Data Cleansing

Match, Merge, Cleanse Automatically

Our Data Cleansing Solution provides an advanced offering using linguistic analysis to cleanse multiple structured data repositories into a cleansed master index. With the combination of ETL tools, FAST SEARCH and our Data Cleansing Solution, structured data from multiple repositories can be merged to create a clean master index cost-effectively in a matter of weeks.

Silos of dirty data

Large organisations are plagued with disparate silos of data, each source containing their own unique version of the truth, complicated further by the lack of a universal unique identifier to integrate and merge all these records together. This problem creates dirty and incomplete data which directly affects the usefulness of data stores, or any business intelligence initiative that is based on this poor data quality.

Our Data Cleansing solution provides a unique offering that applies ETL technology for data extraction and integration, and FAST’s data processing for linguistic analysis and fuzzy matching, supporting approximate matching on multiple strings, disparate sources can be joined, and missing relationships discovered.

Superior cleansed data for better business decisions

Empower users to develop comprehensive business responses based on heightened data confidence. Features that produce superior data results include:

  • Merging structured and unstructured information into one master repository
  • Ability to link unique identifiers, such as phone numbers and tax IDs, as a means of locating additional information about customers
  • Concatenation of multiple fields such as address and name listings to rank degree of similarity
  • Use of Thesauri and lists of 25 Million proper names to automate approximate matching
  • Synonym expansion to allow for related term matching or association
  • Spell correction

Optimised index for increased ROI

Cleansing names and addresses often requires the use of fuzzy logic as addresses may include abbreviations, misspellings, contain various formats and are often separated into a number of discrete fields. A traditional database will create a data model to reflect field layout; indexing the columns which are expected to be searched often. An optimised database will index not only individual columns but also index the sum of two columns. This method can increase the size of the original data fields by 4 - 5 times, thus requiring significant and costly system resources to store. In comparison, our installations hosted on commodity hardware can often compress data, leading to compact and efficient information retrieval.

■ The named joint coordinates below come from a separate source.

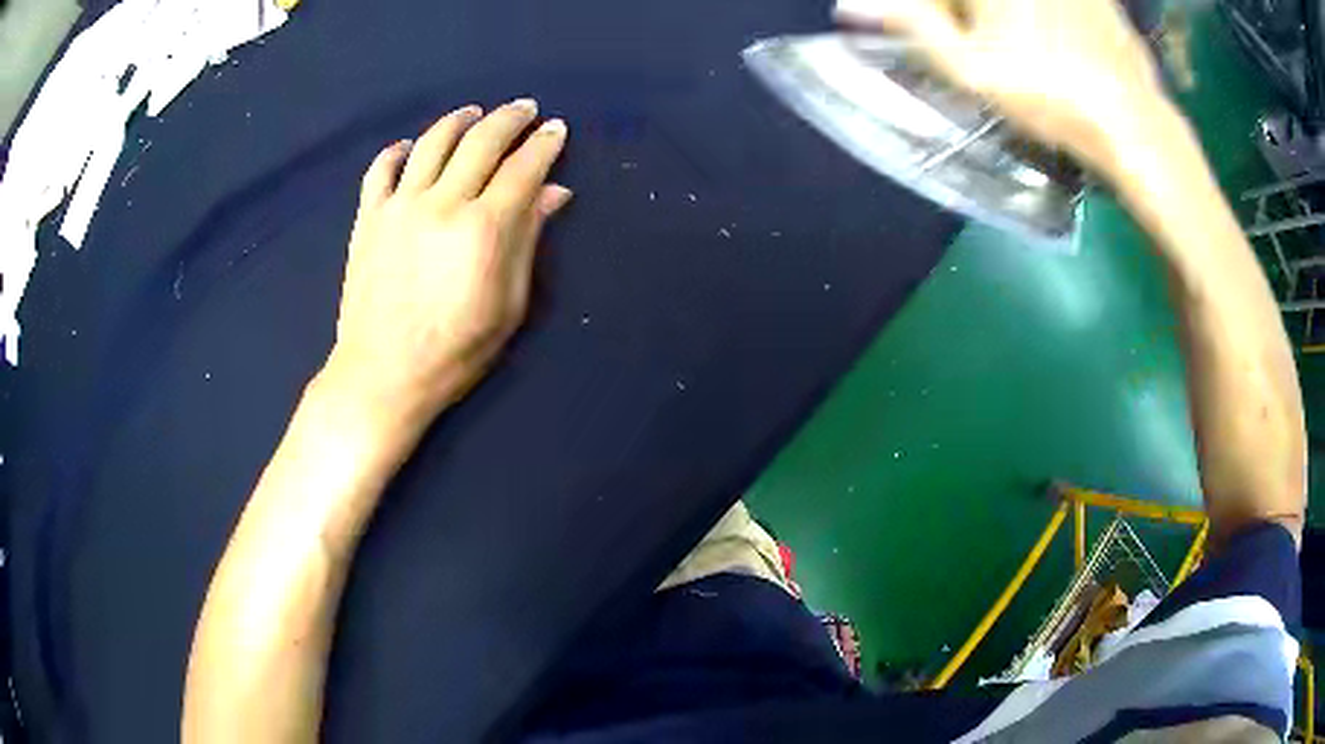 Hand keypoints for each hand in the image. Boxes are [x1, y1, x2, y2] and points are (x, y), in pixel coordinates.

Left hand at [324, 100, 571, 429]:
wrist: (383, 375)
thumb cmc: (455, 352)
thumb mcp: (508, 304)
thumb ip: (529, 240)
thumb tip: (554, 191)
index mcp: (484, 228)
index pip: (523, 168)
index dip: (545, 144)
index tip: (556, 130)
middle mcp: (442, 203)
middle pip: (482, 141)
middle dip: (510, 119)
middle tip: (525, 110)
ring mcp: (399, 206)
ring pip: (433, 142)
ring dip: (459, 120)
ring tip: (474, 112)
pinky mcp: (369, 218)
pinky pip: (381, 168)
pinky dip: (397, 150)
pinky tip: (409, 145)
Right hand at [837, 0, 1168, 175]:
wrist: (1133, 122)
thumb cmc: (1050, 96)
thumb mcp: (970, 67)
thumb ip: (911, 24)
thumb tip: (850, 5)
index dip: (931, 13)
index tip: (949, 40)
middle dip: (965, 12)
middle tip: (983, 45)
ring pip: (1015, 2)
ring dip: (1001, 16)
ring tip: (1025, 51)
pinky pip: (1049, 2)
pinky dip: (1039, 14)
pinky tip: (1053, 44) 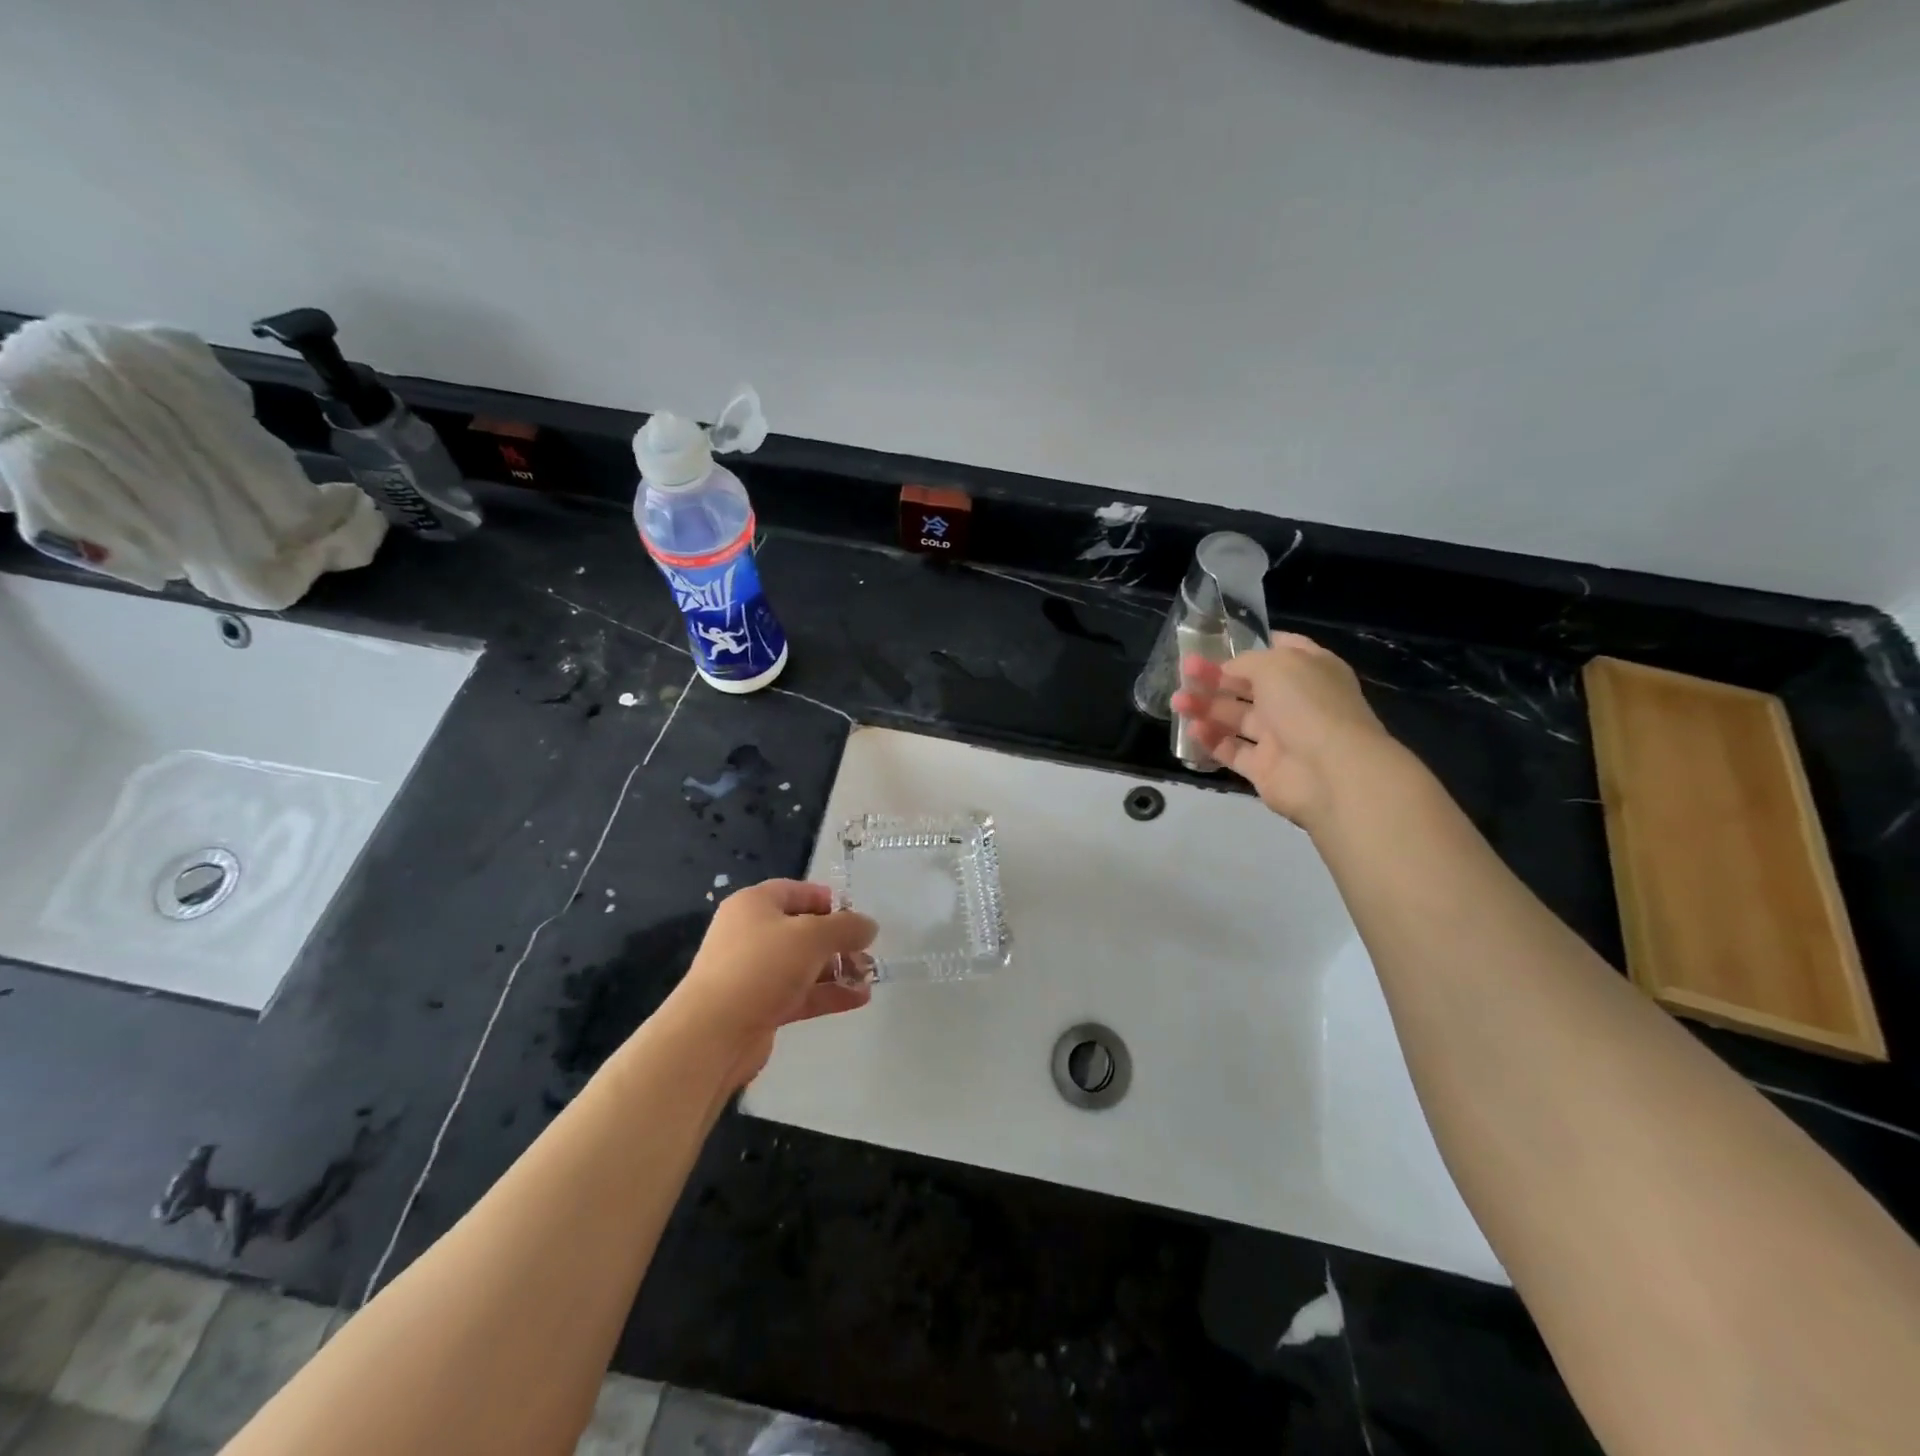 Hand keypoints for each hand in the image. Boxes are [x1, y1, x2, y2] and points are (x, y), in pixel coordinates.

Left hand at [663, 879, 876, 1089]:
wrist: (713, 1034)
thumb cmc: (762, 966)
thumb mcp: (812, 936)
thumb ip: (846, 927)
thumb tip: (869, 926)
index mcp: (754, 905)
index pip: (794, 891)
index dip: (825, 898)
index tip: (854, 914)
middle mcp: (751, 934)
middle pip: (801, 929)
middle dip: (837, 940)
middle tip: (867, 951)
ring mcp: (753, 973)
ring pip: (802, 964)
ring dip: (836, 969)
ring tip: (869, 977)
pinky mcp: (759, 1006)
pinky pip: (799, 993)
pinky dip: (826, 994)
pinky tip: (858, 999)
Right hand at [1170, 636, 1397, 831]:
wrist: (1331, 771)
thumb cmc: (1308, 705)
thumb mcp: (1276, 664)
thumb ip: (1246, 661)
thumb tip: (1227, 670)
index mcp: (1310, 670)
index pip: (1281, 650)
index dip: (1251, 646)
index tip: (1219, 643)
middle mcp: (1296, 701)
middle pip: (1249, 685)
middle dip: (1216, 677)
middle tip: (1185, 671)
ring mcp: (1281, 737)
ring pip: (1236, 717)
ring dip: (1206, 708)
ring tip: (1177, 702)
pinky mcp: (1265, 768)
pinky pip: (1233, 750)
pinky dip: (1212, 740)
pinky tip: (1193, 730)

Change the game: Information discovery using search

Enterprise Search has proven across numerous markets to be the most scalable and cost-effective technology in knowledge discovery and business intelligence. By incorporating linguistic data cleansing, the broader problem of integrating structured data with unstructured documents is addressed. Metadata management using a combination of ETL tools and linguistic-based document processing provides a unique solution for transforming data into actionable insight.